SYDNEY (Reuters Life!) - An odd-looking bald songbird has been discovered in a rugged region of Laos, the first find of this kind in Asia for more than a century, the Wildlife Conservation Society (WCS) said on Thursday.
Scientists from the WCS and University of Melbourne, who found the bird, said this was the only example of a bald songbird in mainland Asia and the first new species of bulbul -- a family of about 130 species -- discovered in Asia in over 100 years. They have dubbed it the “bare-faced bulbul” because of the lack of feathers on its face and part of its head.
They described it as a thrush-sized bird that was greenish-olive with a light-colored breast, featherless, pink face with bluish skin around the eye extending to the bill and a narrow line of hair-like feathers down the center of the crown.
“It’s always exciting to discover a new species, but this one is especially unique because it is the only bald songbird in Asia,” said Colin Poole, director of Asia programs for the Wildlife Conservation Society, in a statement.
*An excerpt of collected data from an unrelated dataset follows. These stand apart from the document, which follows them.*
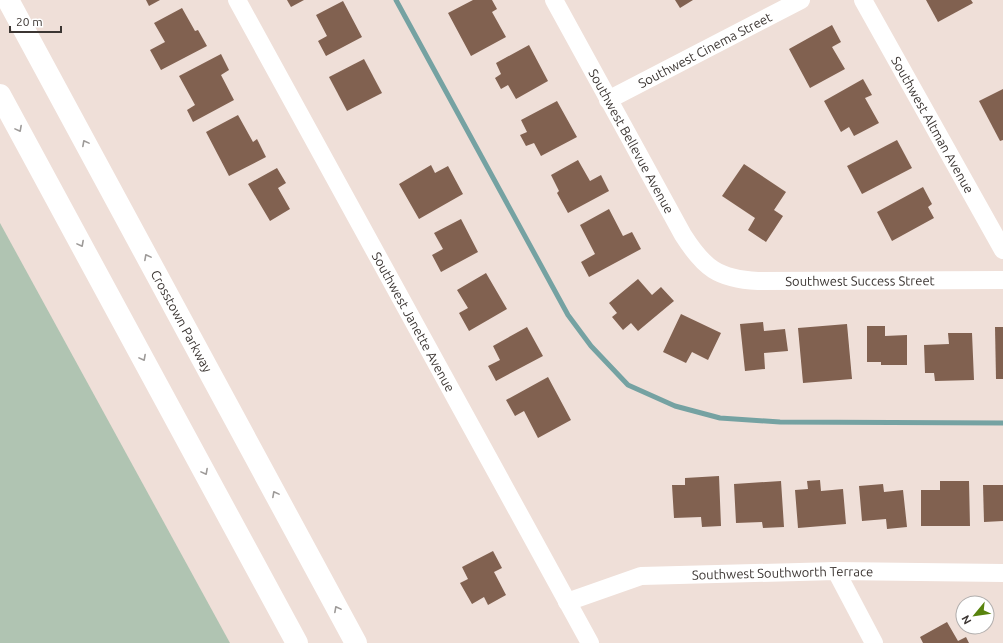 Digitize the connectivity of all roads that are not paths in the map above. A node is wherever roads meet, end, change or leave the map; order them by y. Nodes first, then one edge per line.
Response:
1 (8, 0) edge
2 (237, 0) edge
3 (554, 0) edge
4 (801, 0) edge
5 (863, 0) edge
6 (0, 95) edge
7 (608, 100) junction
8 (1003, 250) edge
9 (719, 273) joint
10 (1003, 280) edge
11 (836, 571) junction
12 (1003, 573) edge
13 (567, 602) junction
14 (297, 643) edge
15 (356, 643) edge
16 (590, 643) edge
17 (874, 643) edge

15 -> 1 main road, Crosstown Parkway
2 - 13 street, Southwest Janette Avenue
3 - 7 street, Southwest Bellevue Avenue
4 - 7 street, Southwest Cinema Street
5 - 8 street, Southwest Altman Avenue
6 -> 14 main road
7 - 9 street, Southwest Bellevue Avenue
9 - 10 street, Southwest Success Street
11 - 12 street, Southwest Southworth Terrace
11 - 13 street, Southwest Southworth Terrace
11 - 17 street
13 - 16 street, Southwest Janette Avenue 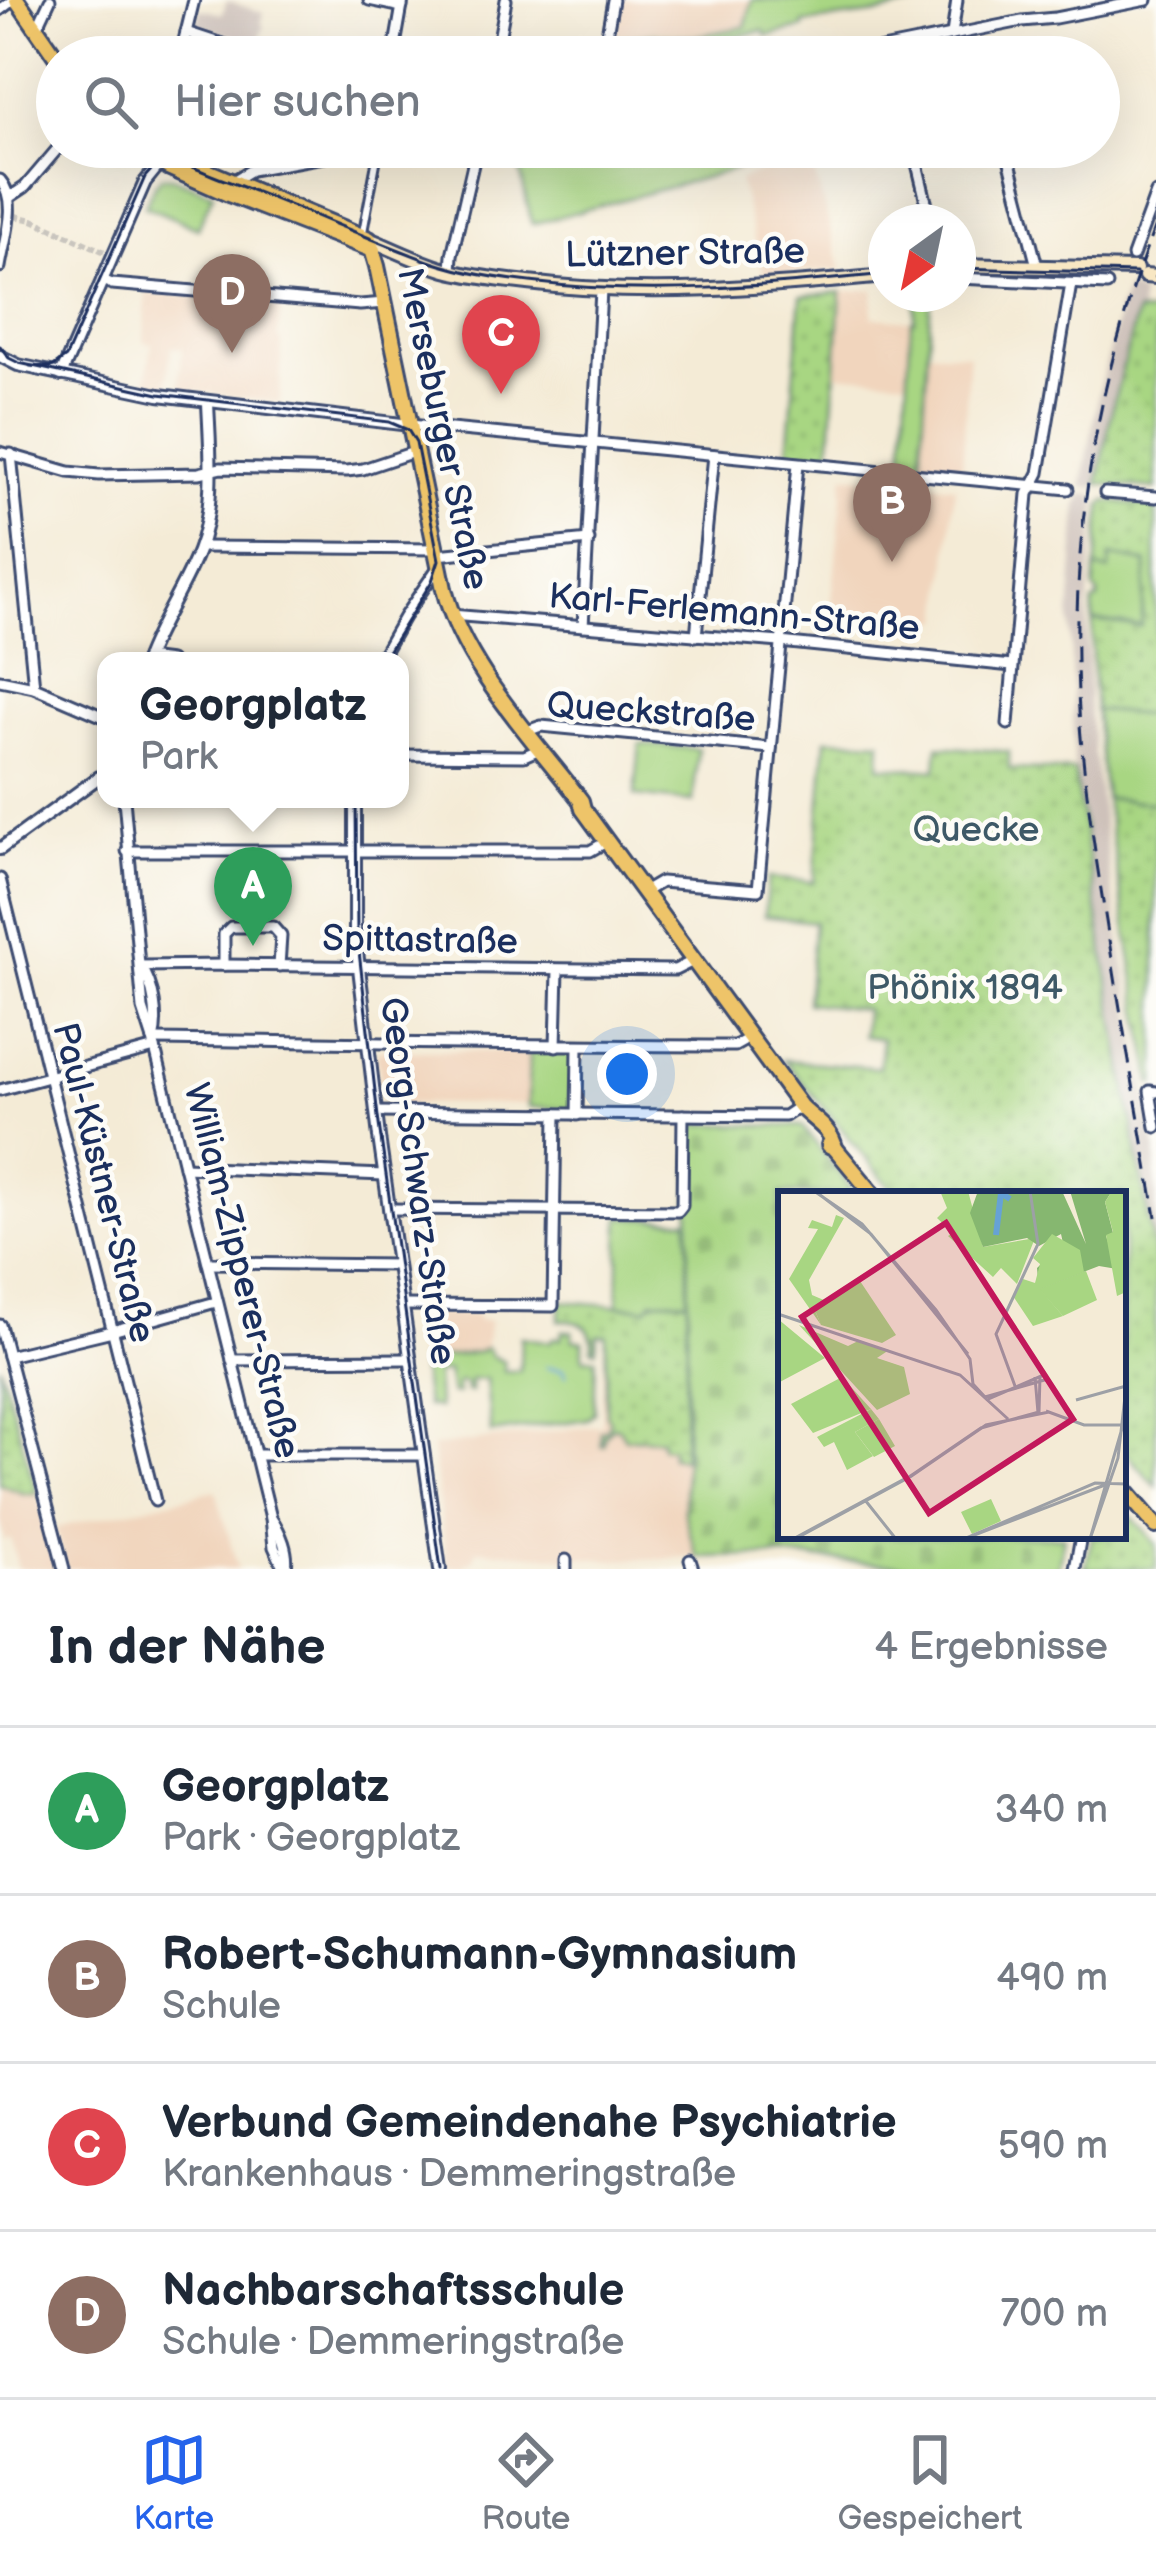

The bird appeared to be mainly tree-dwelling and was found in an area of sparse forest on rocky limestone outcrops in Savannakhet province -- a little-visited habitat known for unusual wildlife discoveries.
“Its apparent restriction to rather inhospitable habitat helps to explain why such an extraordinary bird with conspicuous habits and a distinctive call has remained unnoticed for so long,” said Iain Woxvold of the University of Melbourne.
In the same area several years ago, scientists found a new species of rodent, a rock rat called the kha-nyou, and a unique striped rabbit.
A description of the new species is published in the July issue of the Oriental Bird Club’s journal Forktail.